L’Analogisme – que Descola attribue aux pensées orientales et aux religions d’Afrique de l’Ouest – pose l’ensemble des relations comme discontinues. Le monde est alors pensé sur le mode de l’analogie, comme la pratiquait en Europe la science fondée sur la théorie des signatures. Les êtres sont alors classés sur la base de différences, parfois infimes, permettant des échelles de classement et des relations de correspondance, ce qui explique, entre autre, des pratiques comme le sacrifice (création d’une relation d’équivalence sur la base des ressemblances/dissemblances).
L’Animisme, enfin, relevant du complexe chamanique (vraisemblablement issu des migrations de populations d’Asie orientale au néolithique), pose que les physicalités sont discontinues, et les intériorités continues. En d’autres termes, les corps diffèrent, mais les cultures sont identiques, ce qui amène le philosophe Viveiros de Castro à parler de « multinaturalisme », par opposition au « multiculturalisme » comme mode de penser la diversité des êtres. L’animisme se présente donc comme le symétrique inverse du naturalisme, qui pose d’une part l’incommensurabilité de l’humain et du non-humain, et d’autre part utilise la culture comme opérateur de classement entre des sociétés perçues comme produit exclusivement humain.
(c) Anthropopotame
Implications de l’animisme
C’est Viveiros de Castro qui, dans un article séminal publié en 1996, et intitulé « le natif relatif ou le perspectivisme amérindien », renouvelle l’anthropologie des sociétés amérindiennes en observant que, chez ces sociétés, l’opposition nature/culture n’existe pas, la nature étant perçue comme une extension de la société humaine, incluse donc dans le cercle des relations. Une telle vision repose sur une mythologie fondatrice, selon laquelle l’humanité est la condition originelle de tous les êtres, la différenciation des corps intervenant a posteriori, les hommes seuls ayant concilié l’humanité comme condition mais aussi comme apparence. D’où les ethnonymes tels que « Nous, les vrais Hommes » ou « Nous, les Gens ». L’idée sous-jacente est que chaque société, humaine et non-humaine, vit dans un monde dont la configuration dépend de l’apparence : pour le Jaguar, ce sont les jaguars qui sont humains, les hommes étant considérés comme des pécaris. Pour les pécaris, ce sont les hommes qui sont les jaguars. Pour les hommes, les jaguars sont les jaguars et les pécaris sont les pécaris. Mais ces discordances apparentes se résolvent lorsque les jaguars, les pécaris, les serpents, ôtent leur peau, qui sont, dit Viveiros, l’équivalent de la combinaison de plongée d’un homme-grenouille.

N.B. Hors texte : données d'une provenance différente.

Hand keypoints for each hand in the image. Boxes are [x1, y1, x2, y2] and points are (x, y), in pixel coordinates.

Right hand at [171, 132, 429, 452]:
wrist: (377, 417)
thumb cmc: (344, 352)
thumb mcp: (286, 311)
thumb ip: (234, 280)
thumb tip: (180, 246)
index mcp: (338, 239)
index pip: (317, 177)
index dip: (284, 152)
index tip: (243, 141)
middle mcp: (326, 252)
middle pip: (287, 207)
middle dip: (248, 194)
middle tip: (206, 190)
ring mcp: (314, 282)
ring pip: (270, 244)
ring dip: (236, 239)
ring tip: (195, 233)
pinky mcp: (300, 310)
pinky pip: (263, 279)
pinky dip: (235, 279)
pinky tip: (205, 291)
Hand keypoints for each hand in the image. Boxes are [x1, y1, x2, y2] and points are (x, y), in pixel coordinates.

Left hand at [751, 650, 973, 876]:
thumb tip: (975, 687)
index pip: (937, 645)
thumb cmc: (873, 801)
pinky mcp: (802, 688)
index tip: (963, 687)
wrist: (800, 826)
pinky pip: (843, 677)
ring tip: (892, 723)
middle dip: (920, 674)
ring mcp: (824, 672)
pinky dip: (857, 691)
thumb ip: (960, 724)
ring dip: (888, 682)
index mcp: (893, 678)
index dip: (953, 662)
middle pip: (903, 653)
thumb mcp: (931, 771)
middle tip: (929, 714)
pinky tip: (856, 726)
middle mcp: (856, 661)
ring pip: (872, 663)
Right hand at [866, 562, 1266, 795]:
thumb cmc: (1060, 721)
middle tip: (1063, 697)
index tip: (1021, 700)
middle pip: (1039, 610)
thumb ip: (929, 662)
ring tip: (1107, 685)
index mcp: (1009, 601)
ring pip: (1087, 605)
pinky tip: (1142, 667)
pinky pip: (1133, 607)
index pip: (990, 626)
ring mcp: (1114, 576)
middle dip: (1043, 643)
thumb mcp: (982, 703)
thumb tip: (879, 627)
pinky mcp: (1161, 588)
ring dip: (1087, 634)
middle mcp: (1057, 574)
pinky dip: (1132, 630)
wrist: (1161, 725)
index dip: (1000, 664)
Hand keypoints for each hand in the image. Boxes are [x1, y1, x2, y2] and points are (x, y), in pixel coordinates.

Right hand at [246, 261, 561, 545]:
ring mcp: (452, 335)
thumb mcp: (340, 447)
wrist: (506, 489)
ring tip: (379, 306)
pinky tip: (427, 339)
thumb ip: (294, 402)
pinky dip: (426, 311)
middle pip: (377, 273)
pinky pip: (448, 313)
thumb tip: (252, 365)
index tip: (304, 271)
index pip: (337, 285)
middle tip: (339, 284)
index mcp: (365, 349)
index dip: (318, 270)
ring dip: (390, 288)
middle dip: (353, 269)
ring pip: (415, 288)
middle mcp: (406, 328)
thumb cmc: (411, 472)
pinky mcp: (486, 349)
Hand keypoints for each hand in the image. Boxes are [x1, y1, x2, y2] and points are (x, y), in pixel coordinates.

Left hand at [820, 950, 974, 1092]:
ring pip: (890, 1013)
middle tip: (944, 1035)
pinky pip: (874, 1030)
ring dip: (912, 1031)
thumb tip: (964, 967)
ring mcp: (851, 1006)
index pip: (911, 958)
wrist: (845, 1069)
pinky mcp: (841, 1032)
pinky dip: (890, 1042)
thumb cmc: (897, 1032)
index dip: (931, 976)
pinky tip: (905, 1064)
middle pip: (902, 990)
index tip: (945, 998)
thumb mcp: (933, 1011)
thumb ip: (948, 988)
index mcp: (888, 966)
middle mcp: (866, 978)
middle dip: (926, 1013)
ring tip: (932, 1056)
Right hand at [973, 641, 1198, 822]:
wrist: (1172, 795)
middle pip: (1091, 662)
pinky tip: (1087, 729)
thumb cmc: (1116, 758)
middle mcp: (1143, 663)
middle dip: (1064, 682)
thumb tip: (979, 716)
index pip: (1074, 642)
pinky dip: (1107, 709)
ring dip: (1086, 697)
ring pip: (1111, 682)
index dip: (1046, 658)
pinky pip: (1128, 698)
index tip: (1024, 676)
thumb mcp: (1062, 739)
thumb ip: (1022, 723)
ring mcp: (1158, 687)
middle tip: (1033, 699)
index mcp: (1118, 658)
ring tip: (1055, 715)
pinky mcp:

La principale implication de l’animisme, en termes de rapports à l’environnement, est que les sociétés humaines entre elles aussi bien que vis-à-vis des sociétés non-humaines (qu’il s’agisse d’animaux sociaux, solitaires, ou d’esprits) des rapports similaires, que ces rapports soient fondés sur l’échange, la réciprocité, le don, ou sur la prédation. Le monde environnement est ainsi « animisé », chargé d’une logique universellement partagée, les corps seuls créant les différentes perspectives. Dans cette univers, les chamanes sont des spécialistes chargés d’entretenir ou rétablir les relations entre les différentes sociétés. C’est ainsi que l’on observe, chez les populations amérindiennes, une socialisation des animaux familiers (tapirs, perroquets, pécaris…), perçus comme captifs devenus membres du groupe, et non pas une domestication, impensable dans une relation de société à société. La circulation et la communication des esprits, qu’ils soient humains, animaux, ou surnaturels, telle que la pratique le chamane au cours de ses « voyages », est une parmi les multiples implications de l’ontologie animiste.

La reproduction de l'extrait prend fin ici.